TYPICAL SCIENARIO: The OutOfCoreSort Bottleneck
GpuInsertIntoHiveTable [Target: Parquet]
│
│ # 🛑 CRITICAL PERFORMANCE BOTTLENECK 🛑
│ # PROBLEM: An IMPLICIT GpuSortExec must occur here because the target
│ # Hive table is defined with sort columns.
│ #
│ # WHY IT FAILS: The data stream at this point is at its MAXIMUM width
│ # (~200 columns). Sorting this massive amount of data per row exceeds
│ # GPU memory, forcing expensive spills to host memory/disk (OOC).
└── GpuProject [Final Projection: ~100 Columns]
# Data width is ~100 columns here.
└── GpuShuffledAsymmetricHashJoin / GpuSizedHashJoin [Left Outer]
# (Stream-side Bucket/Local Join)
# Further Expansion: Dozens of columns entering this join.
├── Build Side: Join Table 3 (Bucket Scan/Shuffle Read)

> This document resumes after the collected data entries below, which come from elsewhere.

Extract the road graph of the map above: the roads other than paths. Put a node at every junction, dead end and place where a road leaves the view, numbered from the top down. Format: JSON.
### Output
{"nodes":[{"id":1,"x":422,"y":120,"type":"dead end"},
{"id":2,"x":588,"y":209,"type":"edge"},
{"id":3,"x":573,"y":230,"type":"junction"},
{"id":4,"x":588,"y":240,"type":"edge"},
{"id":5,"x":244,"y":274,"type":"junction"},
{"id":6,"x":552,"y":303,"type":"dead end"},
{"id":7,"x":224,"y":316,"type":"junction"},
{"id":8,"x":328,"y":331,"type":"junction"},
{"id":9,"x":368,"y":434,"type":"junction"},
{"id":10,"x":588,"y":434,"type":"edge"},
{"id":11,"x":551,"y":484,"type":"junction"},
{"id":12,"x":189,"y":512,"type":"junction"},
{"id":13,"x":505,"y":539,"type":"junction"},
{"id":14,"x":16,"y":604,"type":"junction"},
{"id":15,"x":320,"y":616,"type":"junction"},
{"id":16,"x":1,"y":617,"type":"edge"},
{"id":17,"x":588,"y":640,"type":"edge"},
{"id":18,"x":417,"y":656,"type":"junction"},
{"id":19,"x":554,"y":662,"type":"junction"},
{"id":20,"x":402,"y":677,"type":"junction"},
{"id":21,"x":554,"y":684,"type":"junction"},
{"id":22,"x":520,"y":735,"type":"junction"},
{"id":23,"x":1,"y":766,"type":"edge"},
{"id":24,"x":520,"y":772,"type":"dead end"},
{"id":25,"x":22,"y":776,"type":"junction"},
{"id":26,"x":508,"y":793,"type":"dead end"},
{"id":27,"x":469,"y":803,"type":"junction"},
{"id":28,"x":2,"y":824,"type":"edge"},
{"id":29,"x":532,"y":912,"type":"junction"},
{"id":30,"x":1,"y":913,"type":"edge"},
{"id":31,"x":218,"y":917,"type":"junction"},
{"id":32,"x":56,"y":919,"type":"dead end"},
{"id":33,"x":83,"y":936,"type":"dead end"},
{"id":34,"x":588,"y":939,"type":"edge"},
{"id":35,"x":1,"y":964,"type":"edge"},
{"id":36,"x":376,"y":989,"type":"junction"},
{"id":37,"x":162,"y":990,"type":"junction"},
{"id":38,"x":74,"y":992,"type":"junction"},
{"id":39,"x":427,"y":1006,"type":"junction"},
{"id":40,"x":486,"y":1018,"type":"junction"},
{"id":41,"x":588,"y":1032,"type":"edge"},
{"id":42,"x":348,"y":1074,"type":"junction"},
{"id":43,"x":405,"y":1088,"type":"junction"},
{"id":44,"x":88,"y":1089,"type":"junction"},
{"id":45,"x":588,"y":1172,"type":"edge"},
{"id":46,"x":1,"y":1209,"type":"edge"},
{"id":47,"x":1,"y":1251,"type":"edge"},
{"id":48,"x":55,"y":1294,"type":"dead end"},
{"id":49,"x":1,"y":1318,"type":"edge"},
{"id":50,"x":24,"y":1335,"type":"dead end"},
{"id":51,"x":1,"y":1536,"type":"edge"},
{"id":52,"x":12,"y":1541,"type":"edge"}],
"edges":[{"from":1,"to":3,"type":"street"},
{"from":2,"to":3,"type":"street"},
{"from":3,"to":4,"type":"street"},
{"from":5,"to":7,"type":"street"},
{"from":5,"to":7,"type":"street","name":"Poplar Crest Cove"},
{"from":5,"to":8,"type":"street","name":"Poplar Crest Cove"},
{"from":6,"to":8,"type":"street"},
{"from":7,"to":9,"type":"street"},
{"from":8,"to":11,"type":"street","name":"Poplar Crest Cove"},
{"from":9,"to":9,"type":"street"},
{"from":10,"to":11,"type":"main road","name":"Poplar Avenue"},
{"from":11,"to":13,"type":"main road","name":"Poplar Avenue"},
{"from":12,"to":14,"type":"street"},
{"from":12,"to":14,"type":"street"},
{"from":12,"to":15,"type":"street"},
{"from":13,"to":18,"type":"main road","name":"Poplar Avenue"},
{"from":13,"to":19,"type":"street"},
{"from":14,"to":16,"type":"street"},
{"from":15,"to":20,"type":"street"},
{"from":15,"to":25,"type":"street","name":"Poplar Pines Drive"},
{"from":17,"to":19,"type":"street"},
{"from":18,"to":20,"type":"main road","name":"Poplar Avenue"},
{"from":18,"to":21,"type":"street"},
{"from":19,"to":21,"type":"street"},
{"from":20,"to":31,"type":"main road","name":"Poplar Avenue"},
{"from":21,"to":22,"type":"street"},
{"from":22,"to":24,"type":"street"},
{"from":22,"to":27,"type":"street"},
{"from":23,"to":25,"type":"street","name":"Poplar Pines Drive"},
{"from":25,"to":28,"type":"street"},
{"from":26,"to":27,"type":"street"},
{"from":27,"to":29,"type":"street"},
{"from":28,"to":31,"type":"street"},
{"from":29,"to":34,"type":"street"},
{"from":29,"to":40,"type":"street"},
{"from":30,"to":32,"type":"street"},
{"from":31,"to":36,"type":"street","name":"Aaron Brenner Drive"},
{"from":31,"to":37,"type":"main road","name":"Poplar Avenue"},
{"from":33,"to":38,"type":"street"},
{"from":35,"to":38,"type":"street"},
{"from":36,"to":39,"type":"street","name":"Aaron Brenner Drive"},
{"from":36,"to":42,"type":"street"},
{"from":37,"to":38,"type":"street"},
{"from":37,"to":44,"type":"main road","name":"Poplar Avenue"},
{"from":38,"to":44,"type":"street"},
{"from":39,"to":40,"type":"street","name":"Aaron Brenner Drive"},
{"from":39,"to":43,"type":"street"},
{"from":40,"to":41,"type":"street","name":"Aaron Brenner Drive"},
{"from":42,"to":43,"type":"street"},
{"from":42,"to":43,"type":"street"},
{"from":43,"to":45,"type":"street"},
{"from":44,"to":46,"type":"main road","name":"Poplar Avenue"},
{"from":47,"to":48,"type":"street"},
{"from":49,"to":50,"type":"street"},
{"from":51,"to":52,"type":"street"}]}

└── GpuShuffledAsymmetricHashJoin / GpuSizedHashJoin [Left Outer]
# (Stream-side Bucket/Local Join)
# Further Expansion: Dozens of columns entering this join.
├── Build Side: Join Table 2 (Bucket Scan/Shuffle Read)
└── GpuShuffledAsymmetricHashJoin / GpuSizedHashJoin [Left Outer]
# (Stream-side Bucket/Local Join)
# Column Expansion begins here.
├── Build Side: Join Table 1 (Bucket Scan/Shuffle Read)
└── GpuFileGpuScan [Source: Parquet] # NARROW START: Only < 10 columns read.
Core Pain Points
The wide table sort like the above final GpuSortExec severely degrades overall GPU execution performance because:
- Super Heavy OutOfCoreSort & I/O Bottleneck: The required sort operates on a massive dataset that far exceeds available GPU memory, frequently triggering Out-of-Core Sort logic. This forces a huge volume of spill data to be transferred to host memory/disk, introducing significant I/O overhead.
- Low GPU Concurrency: The extreme I/O and memory pressure severely restrict parallel execution. Observed metrics show the average concurrent execution ratio is approximately 0.05, indicating that GPU tasks are idle—waiting for I/O and memory resources—for over 95% of their runtime.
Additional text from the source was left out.